▼▼▼

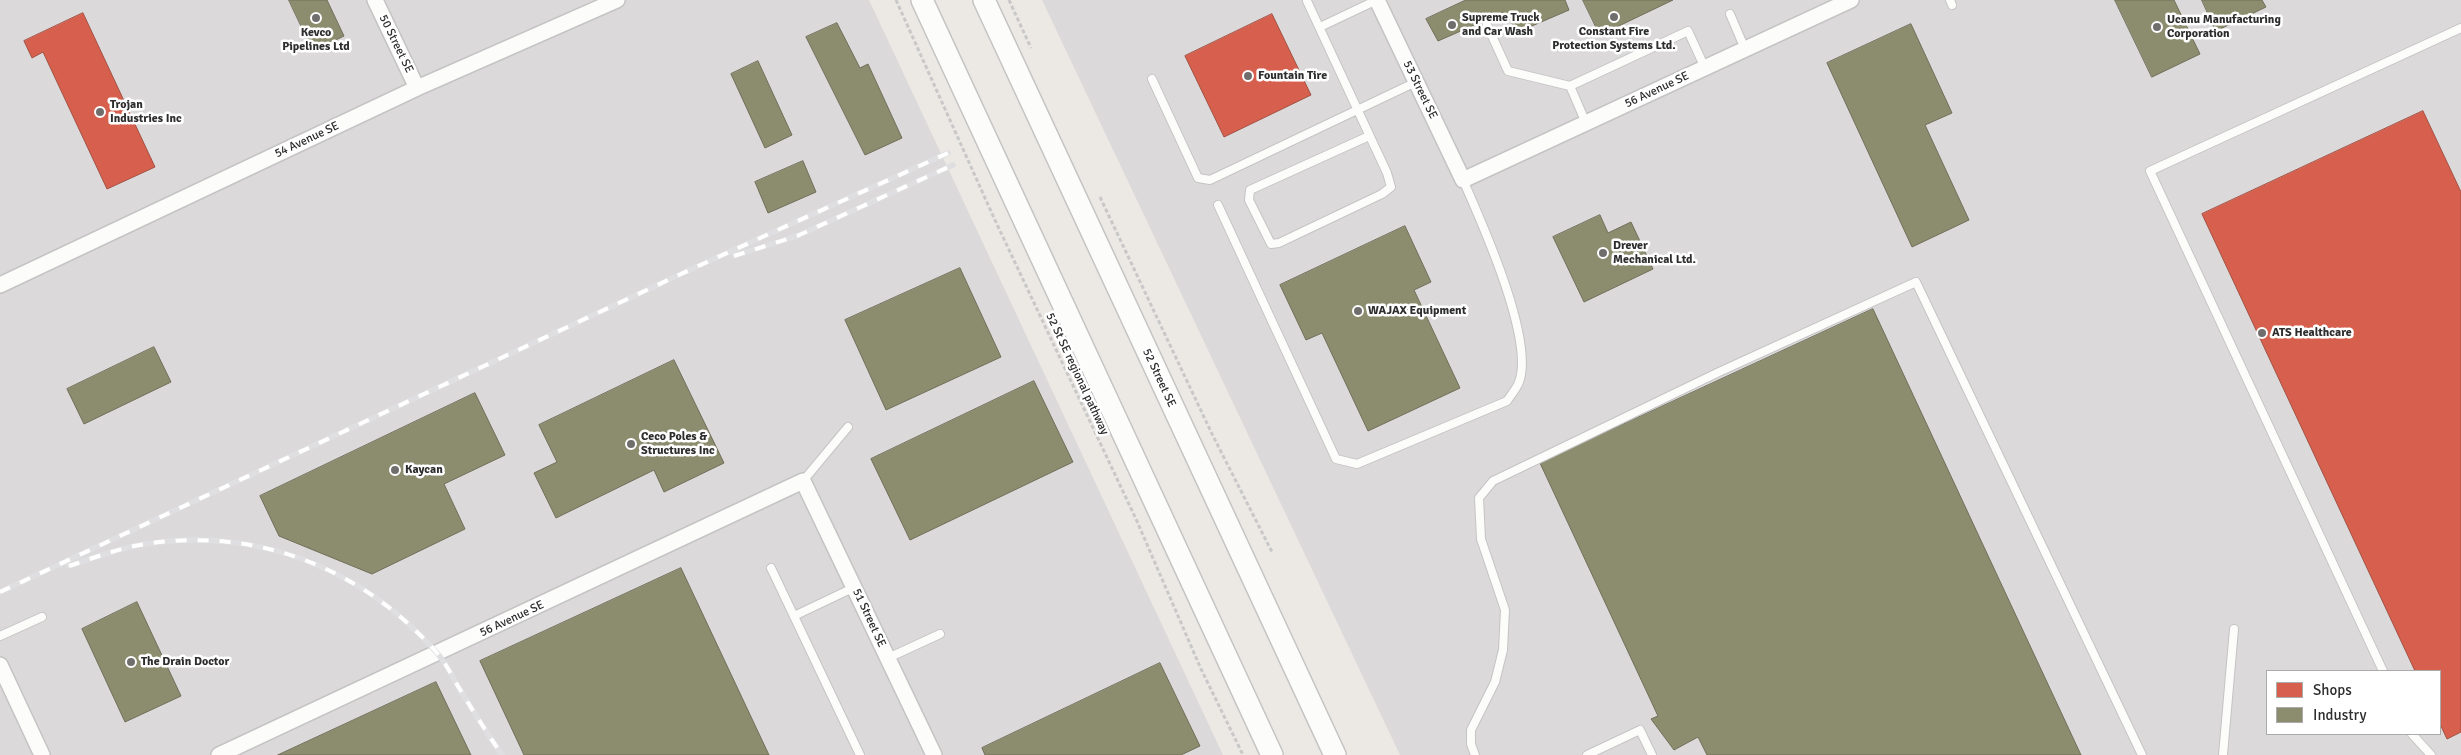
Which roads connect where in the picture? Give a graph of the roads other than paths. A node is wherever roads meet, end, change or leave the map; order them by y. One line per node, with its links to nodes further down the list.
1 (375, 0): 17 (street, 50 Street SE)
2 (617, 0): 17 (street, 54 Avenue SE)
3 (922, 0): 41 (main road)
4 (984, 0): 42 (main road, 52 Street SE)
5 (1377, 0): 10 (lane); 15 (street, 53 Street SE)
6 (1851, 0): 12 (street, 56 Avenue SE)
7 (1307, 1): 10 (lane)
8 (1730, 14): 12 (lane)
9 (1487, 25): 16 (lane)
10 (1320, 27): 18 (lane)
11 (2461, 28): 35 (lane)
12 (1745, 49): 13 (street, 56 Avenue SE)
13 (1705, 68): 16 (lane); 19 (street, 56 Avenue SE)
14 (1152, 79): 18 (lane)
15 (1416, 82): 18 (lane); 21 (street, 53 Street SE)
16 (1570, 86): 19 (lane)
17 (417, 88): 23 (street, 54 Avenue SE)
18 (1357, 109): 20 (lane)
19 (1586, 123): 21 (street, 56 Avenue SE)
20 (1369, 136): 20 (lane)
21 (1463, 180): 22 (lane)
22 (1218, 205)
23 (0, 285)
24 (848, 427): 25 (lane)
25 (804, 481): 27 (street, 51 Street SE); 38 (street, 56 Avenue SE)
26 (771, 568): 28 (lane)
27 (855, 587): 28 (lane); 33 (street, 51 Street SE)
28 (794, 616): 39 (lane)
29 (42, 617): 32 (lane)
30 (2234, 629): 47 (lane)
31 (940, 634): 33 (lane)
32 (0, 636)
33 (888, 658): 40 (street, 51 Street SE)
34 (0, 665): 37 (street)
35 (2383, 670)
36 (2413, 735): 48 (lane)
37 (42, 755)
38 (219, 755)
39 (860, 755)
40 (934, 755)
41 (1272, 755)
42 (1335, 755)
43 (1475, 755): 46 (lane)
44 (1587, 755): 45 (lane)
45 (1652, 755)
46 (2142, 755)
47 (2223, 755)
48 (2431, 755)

▲▲▲

### WHAT THIS TASK INVOLVES
Whenever a line of the data above includes the word "Avenue", copy that line.

### ANSWER TO THE EXERCISE
2 (617, 0): 17 (street, 54 Avenue SE)
6 (1851, 0): 12 (street, 56 Avenue SE)
12 (1745, 49): 13 (street, 56 Avenue SE)
13 (1705, 68): 16 (lane); 19 (street, 56 Avenue SE)
17 (417, 88): 23 (street, 54 Avenue SE)
19 (1586, 123): 21 (street, 56 Avenue SE)
25 (804, 481): 27 (street, 51 Street SE); 38 (street, 56 Avenue SE)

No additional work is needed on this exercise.